::: Record extracts :::

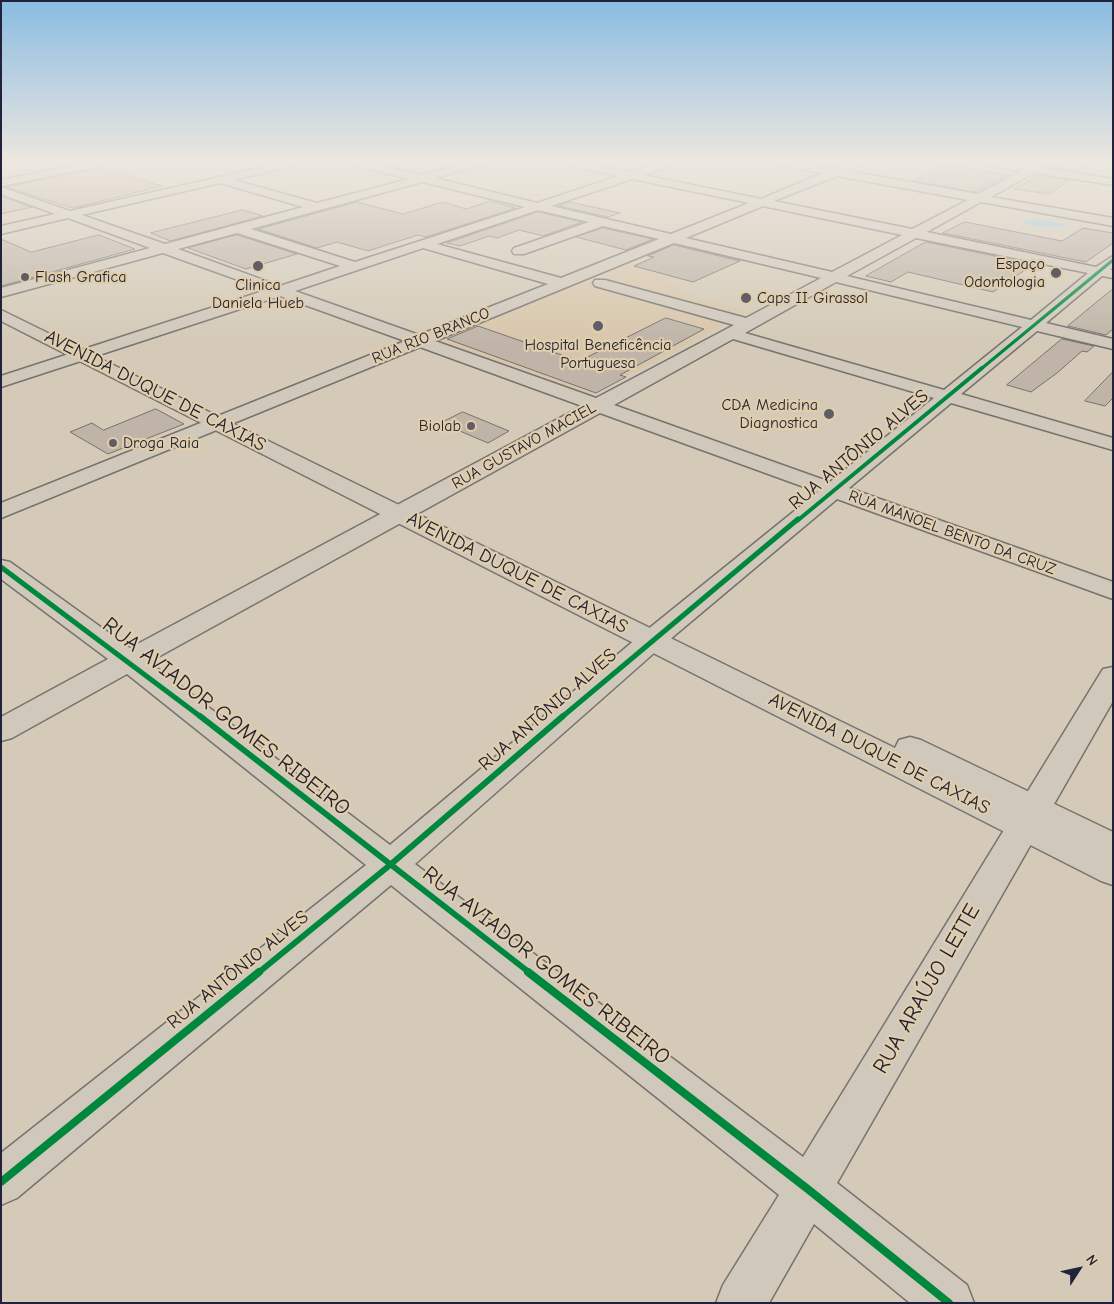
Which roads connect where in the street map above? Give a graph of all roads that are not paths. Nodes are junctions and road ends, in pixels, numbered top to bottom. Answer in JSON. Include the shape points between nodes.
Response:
{"nodes":[{"id":1,"x":31,"y":223,"type":"edge"},
{"id":2,"x":93,"y":223,"type":"edge"},
{"id":3,"x":257,"y":223,"type":"edge"},
{"id":4,"x":485,"y":223,"type":"edge"},
{"id":5,"x":600,"y":223,"type":"edge"},
{"id":6,"x":606,"y":223,"type":"edge"},
{"id":7,"x":711,"y":223,"type":"edge"},
{"id":8,"x":861,"y":223,"type":"edge"},
{"id":9,"x":935,"y":223,"type":"edge"},
{"id":10,"x":238,"y":228,"type":"junction"},
{"id":11,"x":1,"y":230,"type":"edge"},
{"id":12,"x":914,"y":234,"type":"junction"},
{"id":13,"x":672,"y":239,"type":"junction"},
{"id":14,"x":423,"y":244,"type":"junction"},
{"id":15,"x":165,"y":248,"type":"junction"},
{"id":16,"x":519,"y":251,"type":"dead end"},
{"id":17,"x":606,"y":265,"type":"junction"},
{"id":18,"x":354,"y":266,"type":"junction"},
{"id":19,"x":1108,"y":268,"type":"edge"},
{"id":20,"x":628,"y":271,"type":"dead end"},
{"id":21,"x":834,"y":278,"type":"junction"},
{"id":22,"x":644,"y":280,"type":"dead end"},
{"id":23,"x":561,"y":283,"type":"junction"},
{"id":24,"x":600,"y":283,"type":"dead end"},
{"id":25,"x":281,"y":290,"type":"junction"},
{"id":26,"x":1,"y":293,"type":"edge"},
{"id":27,"x":1,"y":304,"type":"edge"},
{"id":28,"x":741,"y":310,"type":"dead end"},
{"id":29,"x":1,"y":315,"type":"edge"},
{"id":30,"x":749,"y":325,"type":"junction"},
{"id":31,"x":1033,"y":325,"type":"junction"},
{"id":32,"x":732,"y":334,"type":"junction"},
{"id":33,"x":421,"y":340,"type":"junction"},
{"id":34,"x":1113,"y":344,"type":"edge"},
{"id":35,"x":91,"y":353,"type":"junction"},
{"id":36,"x":1,"y":382,"type":"edge"},
{"id":37,"x":948,"y":396,"type":"junction"},
{"id":38,"x":600,"y":404,"type":"junction"},
{"id":39,"x":225,"y":420,"type":"junction"},
{"id":40,"x":1113,"y":444,"type":"edge"},
{"id":41,"x":834,"y":490,"type":"junction"},
{"id":42,"x":408,"y":510,"type":"junction"},
{"id":43,"x":1,"y":511,"type":"edge"},
{"id":44,"x":1,"y":567,"type":"edge"},
{"id":45,"x":1113,"y":591,"type":"edge"},
{"id":46,"x":659,"y":634,"type":"junction"},
{"id":47,"x":129,"y":661,"type":"junction"},
{"id":48,"x":1113,"y":676,"type":"edge"},
{"id":49,"x":1,"y":730,"type":"edge"},
{"id":50,"x":1028,"y":817,"type":"junction"},
{"id":51,"x":1113,"y":848,"type":"edge"},
{"id":52,"x":390,"y":865,"type":"junction"},
{"id":53,"x":1113,"y":871,"type":"edge"},
{"id":54,"x":1,"y":1182,"type":"edge"},
{"id":55,"x":809,"y":1190,"type":"junction"},
{"id":56,"x":741,"y":1303,"type":"edge"},
{"id":57,"x":949,"y":1303,"type":"edge"}],
"edges":[{"from":1,"to":11,"type":"street"},
{"from":2,"to":15,"type":"street","name":"RUA MANOEL BENTO DA CRUZ"},
{"from":3,"to":10,"type":"street"},
{"from":4,"to":14,"type":"street"},
{"from":5,"to":16,"type":"street"},
{"from":6,"to":13,"type":"street"},
{"from":7,"to":13,"type":"street","name":"RUA RIO BRANCO"},
{"from":8,"to":12,"type":"street"},
{"from":9,"to":12,"type":"street","name":"RUA GUSTAVO MACIEL"},
{"from":10,"to":15,"type":"street"},
{"from":10,"to":18,"type":"street"},
{"from":12,"to":19,"type":"street"},
{"from":12,"to":21,"type":"street","name":"RUA GUSTAVO MACIEL"},
{"from":13,"to":17,"type":"street","name":"RUA RIO BRANCO"},
{"from":13,"to":21,"type":"street"},
{"from":14,"to":18,"type":"street"},
{"from":14,"to":23,"type":"street"},
{"from":15,"to":25,"type":"street","name":"RUA MANOEL BENTO DA CRUZ"},
{"from":15,"to":26,"type":"street"},
{"from":17,"to":20,"type":"street"},
{"from":17,"to":23,"type":"street","name":"RUA RIO BRANCO"},
{"from":18,"to":25,"type":"street"},
{"from":19,"to":31,"type":"street","name":"RUA ANTÔNIO ALVES"},
{"from":21,"to":30,"type":"street","name":"RUA GUSTAVO MACIEL"},
{"from":21,"to":31,"type":"street"},
{"from":22,"to":28,"type":"street"},
{"from":23,"to":33,"type":"street","name":"RUA RIO BRANCO"},
{"from":24,"to":30,"type":"street"},
{"from":25,"to":33,"type":"street","name":"RUA MANOEL BENTO DA CRUZ"},
{"from":25,"to":35,"type":"street"},
{"from":27,"to":35,"type":"street","name":"AVENIDA DUQUE DE CAXIAS"},
{"from":29,"to":35,"type":"street","name":"AVENIDA DUQUE DE CAXIAS"},
{"from":30,"to":32,"type":"street","name":"RUA GUSTAVO MACIEL"},
{"from":31,"to":34,"type":"street"},
{"from":31,"to":37,"type":"street","name":"RUA ANTÔNIO ALVES"},
{"from":32,"to":37,"type":"street"},
{"from":32,"to":38,"type":"street","name":"RUA GUSTAVO MACIEL"},
{"from":33,"to":38,"type":"street","name":"RUA MANOEL BENTO DA CRUZ"},
{"from":33,"to":39,"type":"street","name":"RUA RIO BRANCO"},
{"from":35,"to":36,"type":"street"},
{"from":35,"to":39,"type":"street","name":"AVENIDA DUQUE DE CAXIAS"},
{"from":37,"to":40,"type":"street"},
{"from":37,"to":41,"type":"street","name":"RUA ANTÔNIO ALVES"},
{"from":38,"to":41,"type":"street","name":"RUA MANOEL BENTO DA CRUZ"},
{"from":38,"to":42,"type":"street","name":"RUA GUSTAVO MACIEL"},
{"from":39,"to":42,"type":"street","name":"AVENIDA DUQUE DE CAXIAS"},
{"from":39,"to":43,"type":"street","name":"RUA RIO BRANCO"},
{"from":41,"to":45,"type":"street","name":"RUA MANOEL BENTO DA CRUZ"},
{"from":41,"to":46,"type":"street","name":"RUA ANTÔNIO ALVES"},
{"from":42,"to":46,"type":"street","name":"AVENIDA DUQUE DE CAXIAS"},
{"from":42,"to":47,"type":"street","name":"RUA GUSTAVO MACIEL"},
{"from":44,"to":47,"type":"street","name":"RUA AVIADOR GOMES RIBEIRO"},
{"from":46,"to":50,"type":"street","name":"AVENIDA DUQUE DE CAXIAS"},
{"from":46,"to":52,"type":"street","name":"RUA ANTÔNIO ALVES"},
{"from":47,"to":49,"type":"street","name":"RUA GUSTAVO MACIEL"},
{"from":47,"to":52,"type":"street","name":"RUA AVIADOR GOMES RIBEIRO"},
{"from":48,"to":50,"type":"street","name":"RUA ARAÚJO LEITE"},
{"from":50,"to":51,"type":"street","name":"AVENIDA DUQUE DE CAXIAS"},
{"from":50,"to":53,"type":"street","name":"AVENIDA DUQUE DE CAXIAS"},
{"from":50,"to":55,"type":"street","name":"RUA ARAÚJO LEITE"},
{"from":52,"to":54,"type":"street","name":"RUA ANTÔNIO ALVES"},
{"from":52,"to":55,"type":"street","name":"RUA AVIADOR GOMES RIBEIRO"},
{"from":55,"to":56,"type":"street","name":"RUA ARAÚJO LEITE"},
{"from":55,"to":57,"type":"street","name":"RUA AVIADOR GOMES RIBEIRO"}]}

:::

Description of the task: Look through the records above and report how many lines hold the word "ANTÔNIO", giving only the number.

Task result: 6